Accumulated other comprehensive loss

     (295 )     (295 )

Accumulated deficit

     (306,643 )     (306,643 )
                

Total stockholders' equity

     35,275       72,185  
                

Total capitalization

   $ 35,275     $ 72,185  


Dilution.

   The net tangible book value of our common stock on December 31, 2005 was approximately $35.3 million, or $1.57 per share. After giving effect to the sale by us of 4,500,000 shares of common stock in this offering at the public offering price of $8.75 per share and after deducting underwriting discounts and commissions and estimated offering expenses payable by us, our net tangible book value at December 31, 2005 would have been approximately $72.2 million, or $2.68 per share. This represents an immediate increase in net tangible book value of $1.11 per share to existing stockholders and an immediate dilution of $6.07 per share to new investors purchasing shares of common stock in this offering. If the underwriters exercise their over-allotment option in full, the as adjusted net tangible book value as of December 31, 2005 would have been $2.81 per share, representing an increase to existing stockholders of $1.24 per share, and there will be immediate dilution of $5.94 per share to new investors.
   The foregoing information is based on the number of shares of capital stock outstanding as of December 31, 2005 and does not take into account further dilution to new investors that could occur upon the exercise or issuance of Excluded Securities with a per share exercise price or purchase price less than the public offering price.

The issuer has filed a registration statement (including a prospectus and preliminary prospectus supplement) with the Securities and Exchange Commission for the offering to which this communication relates.

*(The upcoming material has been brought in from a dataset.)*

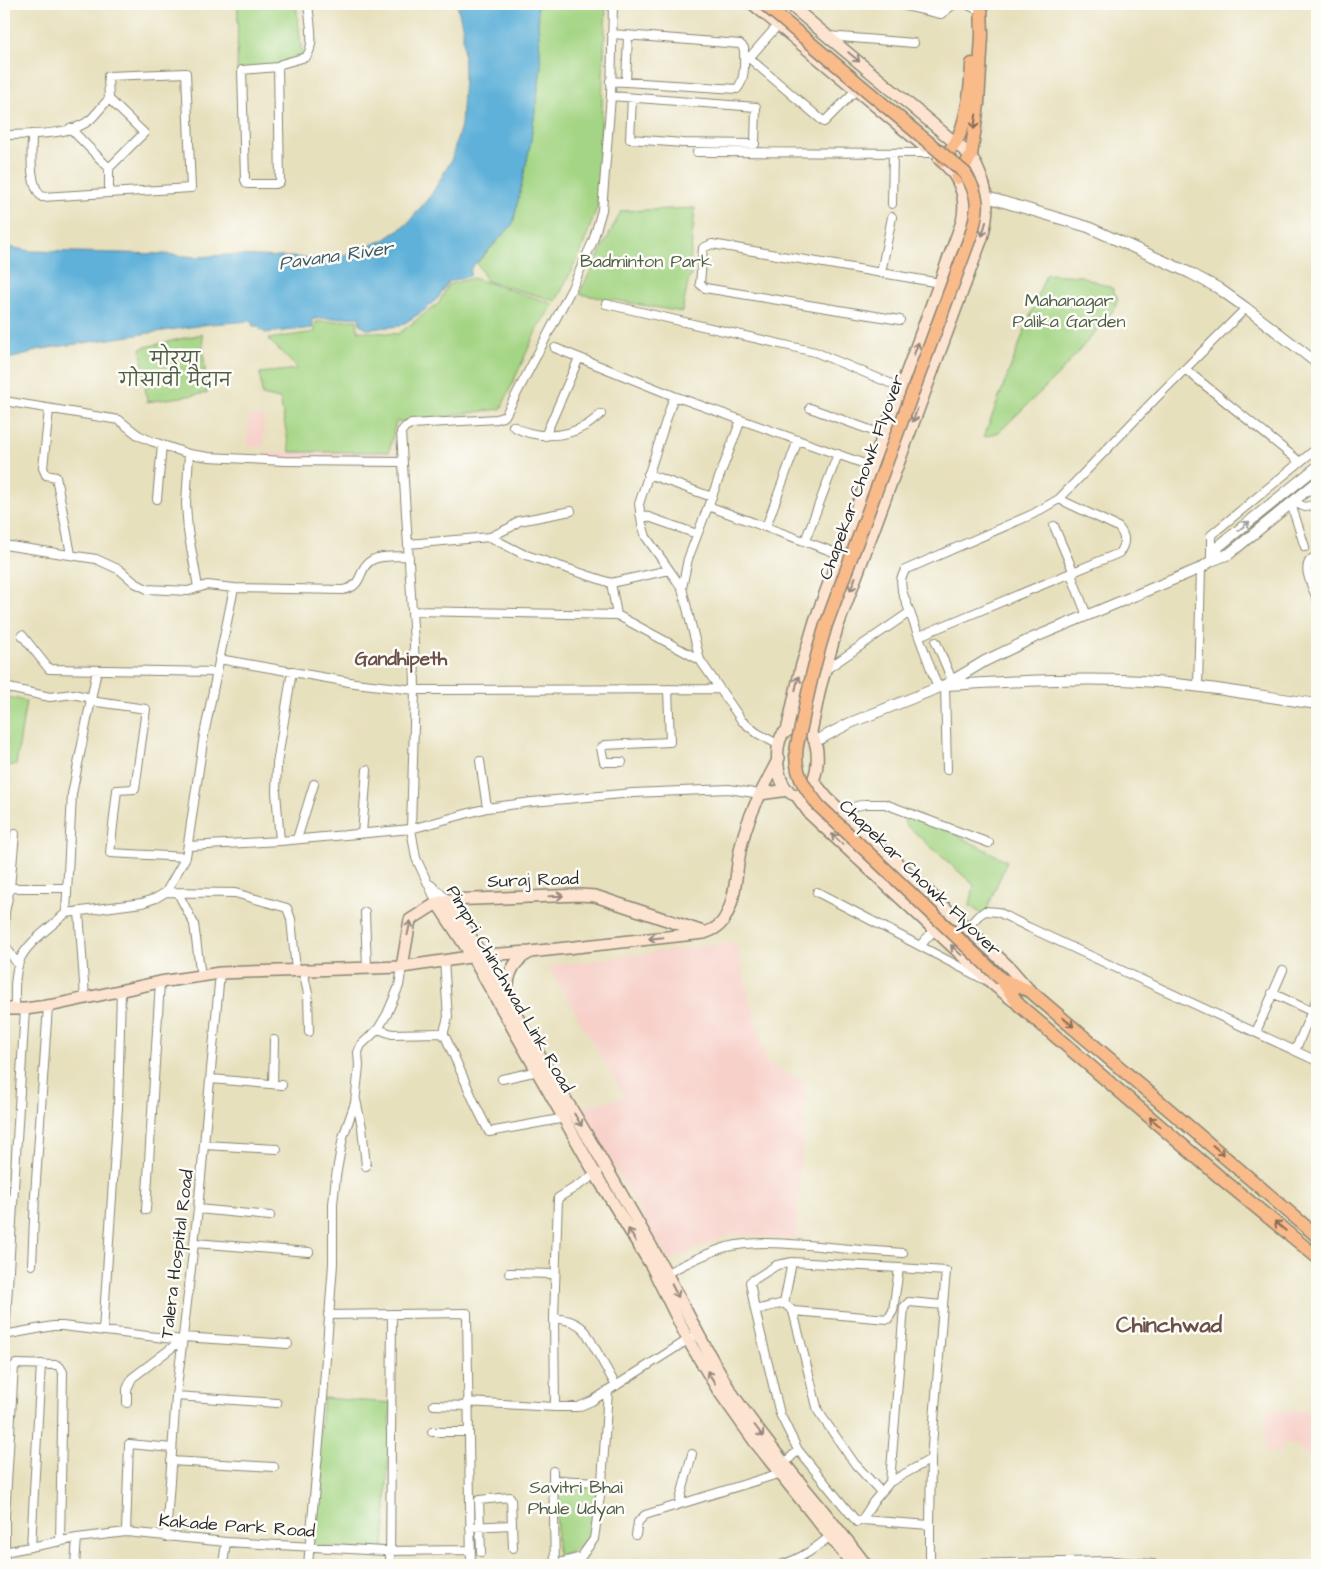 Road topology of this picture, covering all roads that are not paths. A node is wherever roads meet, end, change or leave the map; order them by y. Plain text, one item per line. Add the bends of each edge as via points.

Before you invest, you should read the prospectus and preliminary prospectus supplement in that registration statement (including the documents incorporated by reference therein) and other documents Cerus has filed with the Securities and Exchange Commission for more complete information about Cerus and this offering. You may get these documents for free by visiting EDGAR on the Securities and Exchange Commission’s web site at www.sec.gov. Alternatively, Cerus, any underwriter or any dealer participating in the offering will arrange to send you the prospectus and preliminary prospectus supplement if you request it by calling 1-925-288-6000.